The onset of flowering in plants represents a major developmental shift in the plant life cycle. This shift is controlled by environmental cues, physiological changes, and alterations in gene expression. Many of the genes involved in the induction of flowering have been identified in model organisms. At the shoot apex, a small number of floral meristem identity genes control the positioning and identity of flowers. In Arabidopsis, flowers are organized into four whorls. The organs on each of these whorls are specified by combinations of transcription factors, which are encoded by MADS box genes. These genes originally were identified by studying homeotic mutant phenotypes in which whorl identity is altered. The MADS box genes that control the patterning of floral organ identity evidently are conserved among angiosperms.
      Gametes must be formed to complete the plant life cycle. In the anthers, sporogenous cells undergo meiosis and each resulting haploid cell eventually develops into a male gametophyte (pollen grain). In the ovules, sporogenous cells undergo meiosis and eventually form the female gametophyte (embryo sac). Many genes are expressed only during gametophyte development. When pollen grains contact the stigmatic tissues of the gynoecium, they hydrate and then extrude a pollen tube, growing though stylar tissue to deliver the two sperm cells to the embryo sac. Typically, one sperm cell nucleus fuses with the egg cell nucleus and the other fuses with the nuclei of the central cell. Genetic analysis of mutants and molecular analysis of gene expression have contributed to our understanding of gametophyte development and pollen–pistil interactions.

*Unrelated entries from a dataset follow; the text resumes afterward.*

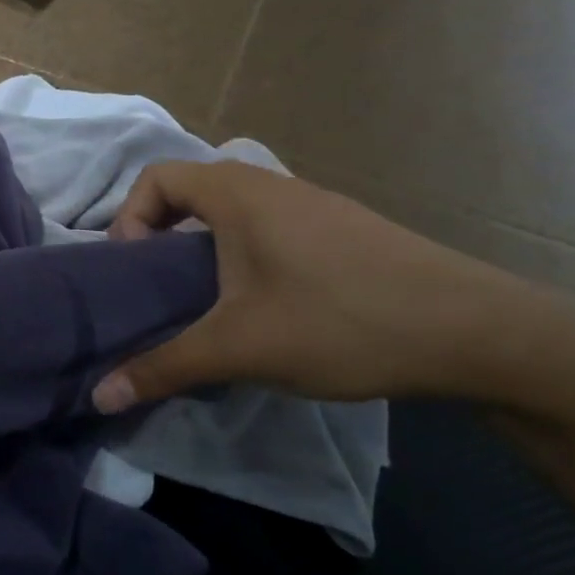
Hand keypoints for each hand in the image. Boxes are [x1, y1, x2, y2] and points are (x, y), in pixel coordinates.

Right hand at [91, 161, 537, 408]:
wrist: (476, 331)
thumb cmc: (340, 321)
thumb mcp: (239, 347)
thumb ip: (163, 367)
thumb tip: (98, 396)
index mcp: (237, 192)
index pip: (155, 177)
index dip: (128, 219)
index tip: (133, 272)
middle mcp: (270, 184)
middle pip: (190, 193)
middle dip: (160, 238)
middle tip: (157, 293)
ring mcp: (311, 204)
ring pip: (231, 214)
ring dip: (203, 250)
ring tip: (204, 305)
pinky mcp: (340, 231)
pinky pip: (267, 229)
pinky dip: (242, 257)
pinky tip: (264, 308)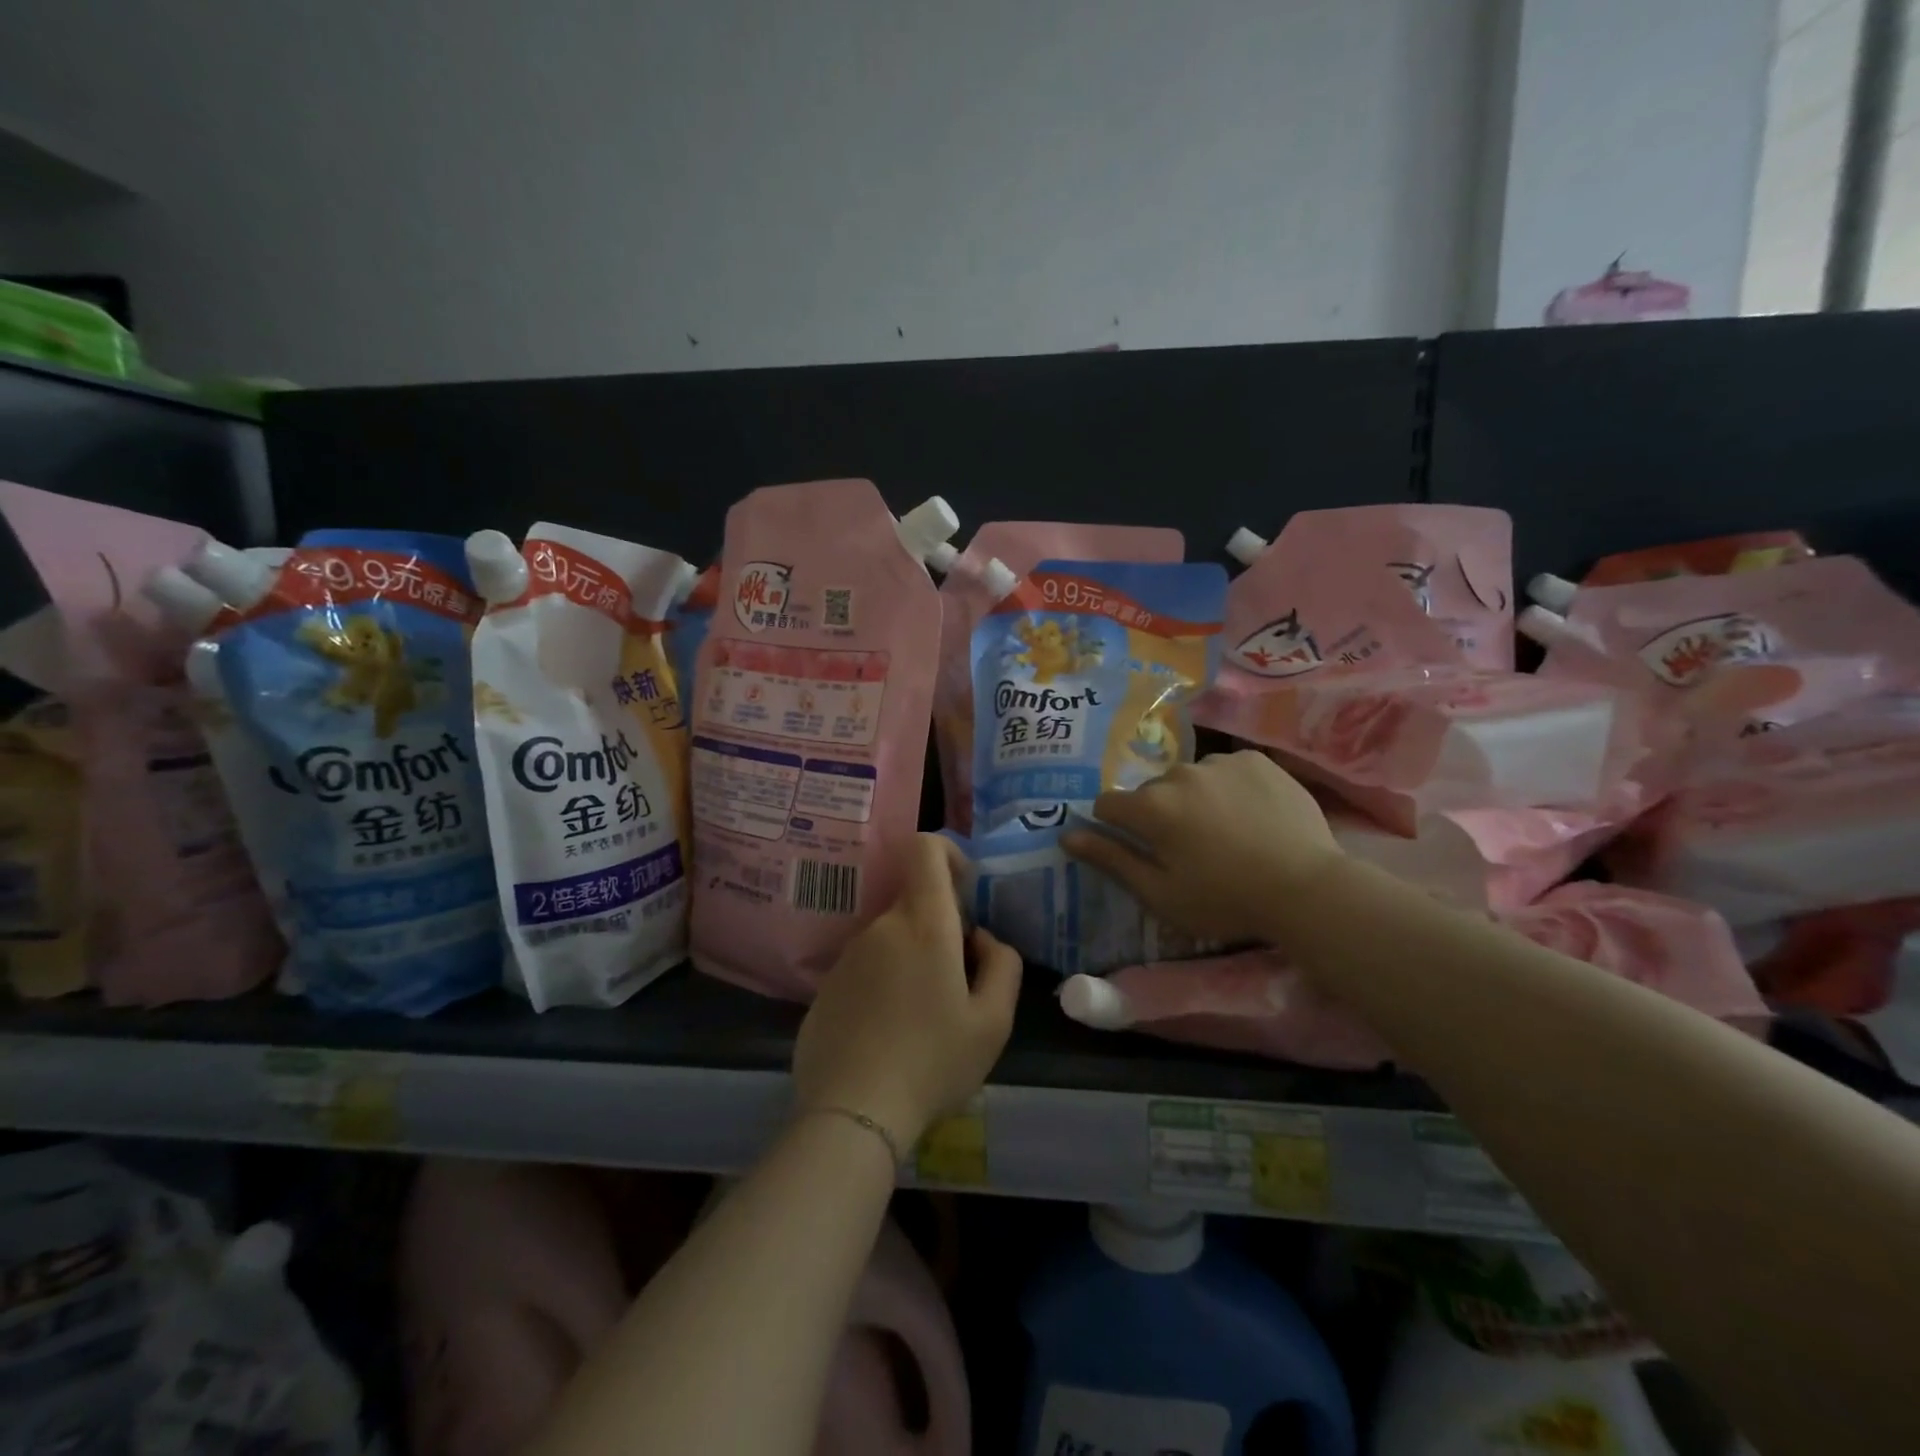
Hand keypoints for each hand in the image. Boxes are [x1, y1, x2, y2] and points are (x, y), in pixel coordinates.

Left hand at [792, 834, 1022, 1148]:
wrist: (853, 1112)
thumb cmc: (934, 1062)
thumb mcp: (994, 1021)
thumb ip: (1003, 964)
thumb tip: (981, 938)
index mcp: (924, 923)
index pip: (924, 849)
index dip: (947, 853)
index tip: (964, 890)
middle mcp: (881, 927)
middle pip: (914, 902)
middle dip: (941, 928)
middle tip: (958, 983)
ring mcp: (848, 955)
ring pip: (892, 937)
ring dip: (913, 959)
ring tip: (924, 1018)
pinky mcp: (827, 985)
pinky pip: (866, 967)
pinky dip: (884, 984)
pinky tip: (890, 1035)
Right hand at [1062, 750, 1341, 945]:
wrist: (1307, 888)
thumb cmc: (1225, 900)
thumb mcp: (1159, 893)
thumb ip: (1110, 859)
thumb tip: (1066, 834)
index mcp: (1150, 806)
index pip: (1108, 805)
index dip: (1116, 828)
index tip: (1140, 849)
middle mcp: (1178, 773)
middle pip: (1151, 791)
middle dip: (1159, 814)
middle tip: (1190, 849)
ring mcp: (1219, 762)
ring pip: (1190, 779)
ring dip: (1195, 799)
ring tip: (1227, 832)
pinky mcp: (1255, 759)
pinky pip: (1226, 770)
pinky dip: (1229, 788)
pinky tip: (1252, 815)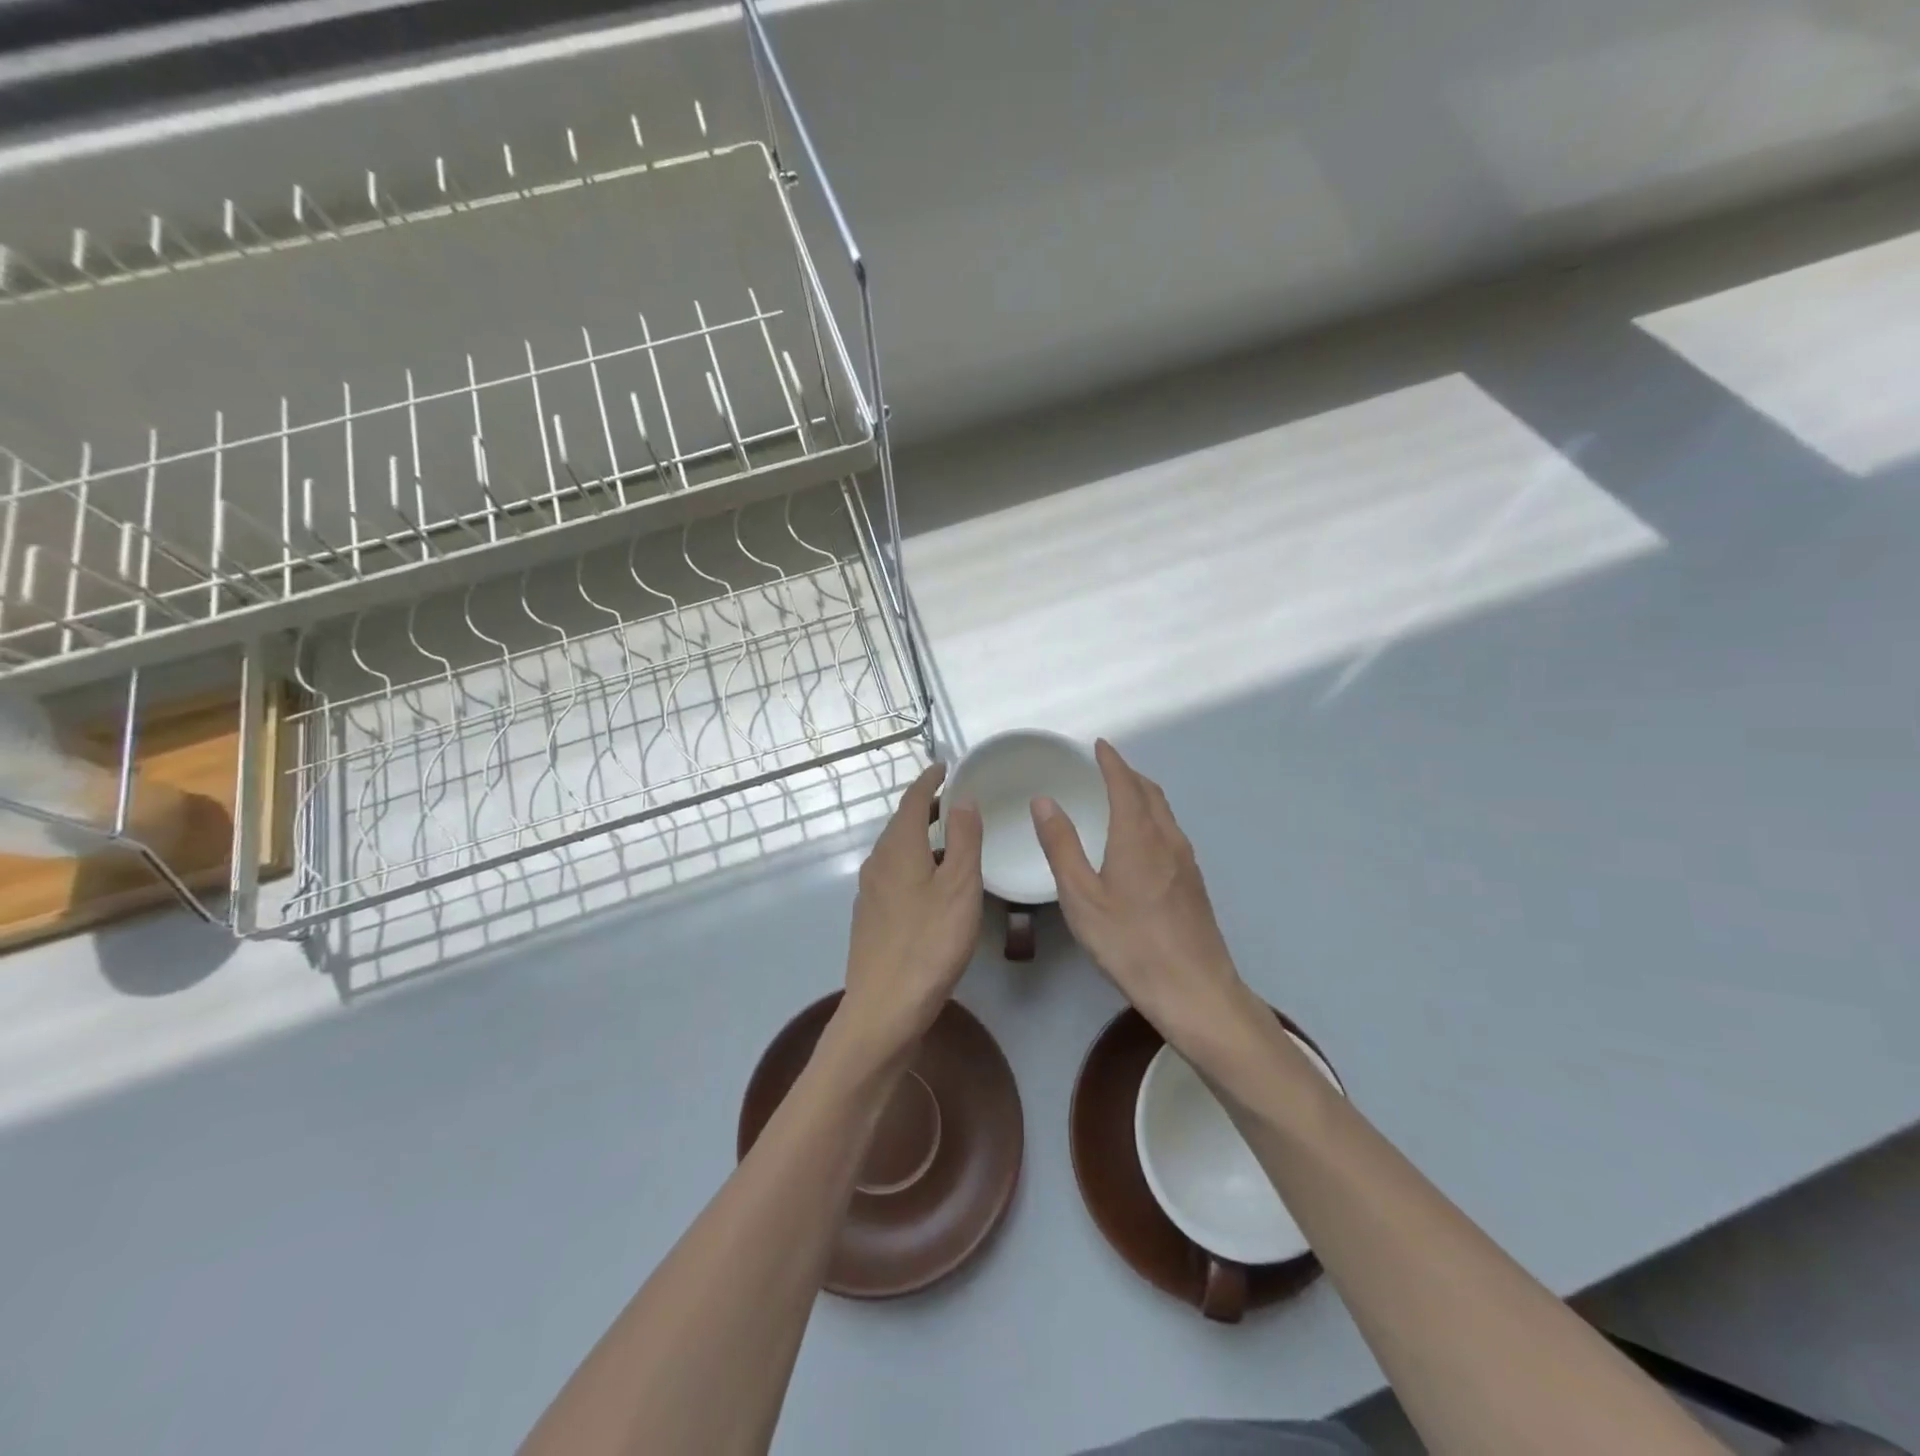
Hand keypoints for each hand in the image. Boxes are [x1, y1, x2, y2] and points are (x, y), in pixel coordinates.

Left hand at [838, 763, 983, 1061]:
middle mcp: (877, 863)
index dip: (929, 780)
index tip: (944, 767)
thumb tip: (963, 799)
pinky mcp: (871, 918)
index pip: (912, 800)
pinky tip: (931, 885)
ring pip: (896, 851)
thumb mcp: (960, 886)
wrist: (884, 1008)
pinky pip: (894, 875)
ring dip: (921, 838)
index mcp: (898, 848)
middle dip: (926, 808)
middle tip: (953, 801)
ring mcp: (870, 892)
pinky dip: (914, 864)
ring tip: (949, 841)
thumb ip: (963, 839)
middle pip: (901, 824)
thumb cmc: (930, 942)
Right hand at [1031, 740, 1256, 1049]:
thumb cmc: (1130, 943)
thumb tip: (1045, 801)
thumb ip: (1061, 846)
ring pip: (1164, 814)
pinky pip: (1171, 833)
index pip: (1125, 784)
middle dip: (1129, 774)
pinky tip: (1141, 841)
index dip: (1111, 761)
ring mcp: (1187, 862)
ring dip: (1143, 795)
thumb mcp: (1082, 897)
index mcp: (1138, 837)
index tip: (1099, 745)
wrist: (1195, 990)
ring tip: (1121, 797)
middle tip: (1106, 768)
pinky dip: (1152, 818)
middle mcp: (1168, 840)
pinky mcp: (1194, 884)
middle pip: (1151, 793)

      Seed development proceeds from the single-celled fertilized egg to a multicellular structure comprising an embryo, which is the next generation of the plant; the seed coat (testa); and a nutritive endosperm that persists in the mature dry seed of some species. Many genes are involved in the regulation of seed development. The roles of some of these genes have been elucidated by using developmental mutants. An important aspect of seed development is the deposition of the stored reserves—carbohydrates, proteins, and oils—that are utilized after germination to support early seedling growth. The terminal phase of seed development is desiccation, which results in a mature dry seed. On subsequent imbibition of water, metabolism is renewed as the seed commences germination, which is completed with the emergence of the radicle.